最近Facebookの共同創業者でCEOのマーク・ザッカーバーグ氏が、娘さん誕生に際して保有する株式の99%を計画的に寄付すると表明して話題になった。時価で5兆5000億円に相当するという。実態は米国の税制度を生かした節税だとか、新たな社会投資であるとか言われてはいるものの、寄付文化の日米の差は歴然としている。日本でそんな話は聞いたことがないのだ。
遅れている日本の寄付文化
NPO法人日本ファンドレイジング協会が発行する「寄付白書2015」によれば、日米の差は金額で37倍、名目GDP比でも7倍以上の差がある。筆者も2つのNPO法人に関わっているが、個人・法人を問わず寄付行為に対する消極的な姿勢と定着しない実態を痛感している。もちろん、そんな日本でも、多くの寄付が寄せられたことがある。1つは2011年の東日本大震災の時だ。5000億円の震災寄付が集まり、2011年の個人寄付総額は初めて1兆円を超えたそうである。2014年には難病への研究支援寄付でアイスバケツ・チャレンジがブームになった。問題なのは継続性がないことだ。震災復興は道半ばだし難病も解決したわけではないが、いずれも今は話題にものぼらなくなった。寄付文化として必要なのは継続性だろう。

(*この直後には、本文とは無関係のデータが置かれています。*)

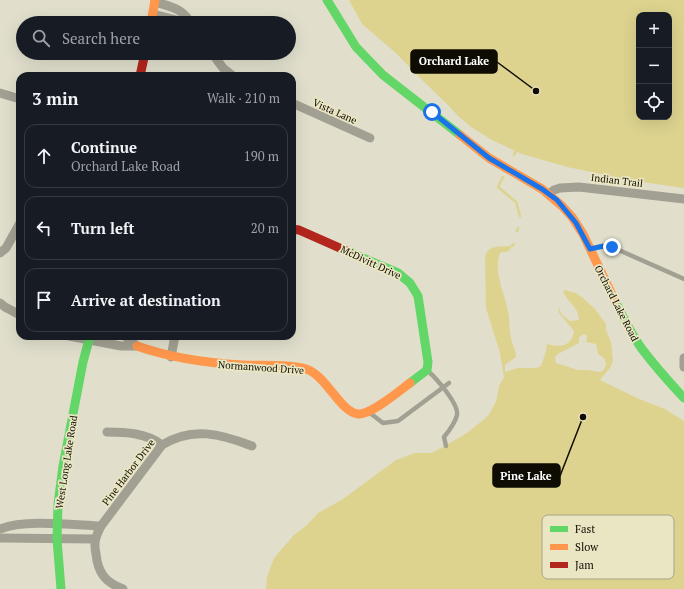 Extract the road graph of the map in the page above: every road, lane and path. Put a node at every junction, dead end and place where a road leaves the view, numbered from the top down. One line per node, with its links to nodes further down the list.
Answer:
1 (327, 0): 15 (main road, Orchard Lake Road)
2 (155, 1): 3 (street); 4 (main road)
3 (178, 9): 5 (lane); 6 (street)
4 (152, 16)
5 (176, 16)
6 (187, 16)
7 (144, 60): 9 (main road)
8 (217, 60): 10 (street)
9 (141, 72)
10 (228, 72)
11 (0, 93): 12 (street)
12 (16, 98)
13 (296, 105): 14 (street, Vista Lane)
14 (370, 138)
15 (549, 194): 16 (street, Indian Trail); 19 (main road, Orchard Lake Road)
16 (684, 199)
17 (16, 230): 20 (street)
18 (296, 230): 32 (main road, McDivitt Drive)
19 (590, 249): 21 (lane); 35 (main road, Orchard Lake Road)
20 (0, 253)
21 (684, 279)
22 (0, 303): 23 (street)
23 (16, 313)
24 (88, 340): 41 (main road, West Long Lake Road)
25 (97, 340): 28 (street, Normanwood Drive)
26 (130, 340): 28 (street, Normanwood Drive)
27 (174, 340): 29 (street)
28 (137, 346): 29 (main road, Normanwood Drive)
29 (171, 357): 36 (main road, Normanwood Drive)
30 (684, 358): 31 (street)
31 (684, 367)
32 (427, 370): 34 (lane); 36 (main road)
33 (449, 383): 34 (lane)
34 (443, 388): 36 (lane); 40 (lane)
35 (684, 398)
36 (369, 412)
37 (107, 432): 38 (street)
38 (162, 445): 39 (street, Pine Harbor Drive); 42 (street, Pine Harbor Drive)
39 (252, 446)
40 (446, 446)
41 (57, 524): 42 (street); 43 (street); 45 (main road, West Long Lake Road)
42 (101, 526): 46 (street, Pine Harbor Drive)
43 (0, 529)
44 (0, 538): 45 (street)
45 (57, 539): 46 (street); 47 (main road, West Long Lake Road)
46 (95, 539): 48 (street)
47 (61, 589)
48 (123, 589)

日本の個人寄付額の対象先のトップはお布施を除いても宗教関連だそうで、日本赤十字、政治献金と続く。社会貢献投資への個人寄付は欧米に比べて明らかに低い。筆者はその要因を寄付環境が整っていないことによる寄付文化の未成熟ではないかと考えている。ファンドレイザー(プロフェッショナルな資金調達者)が育っていないとか、寄付リテラシーが低いとも言われる。思いを託すためにどこに寄付するのがいいのか、寄付がどのように使われているのか、その成果はどうなのかはよく分からない実態もある。
ネット時代のクラウドファンディング
政府も問題の認識はあり、2014年から「寄付文化の醸成」に向けて実態調査を開始。2015年12月から毎年12月を「寄付月間〜Giving December」として寄付文化の醸成と寄付促進活動の普及啓蒙に取り組んでいる。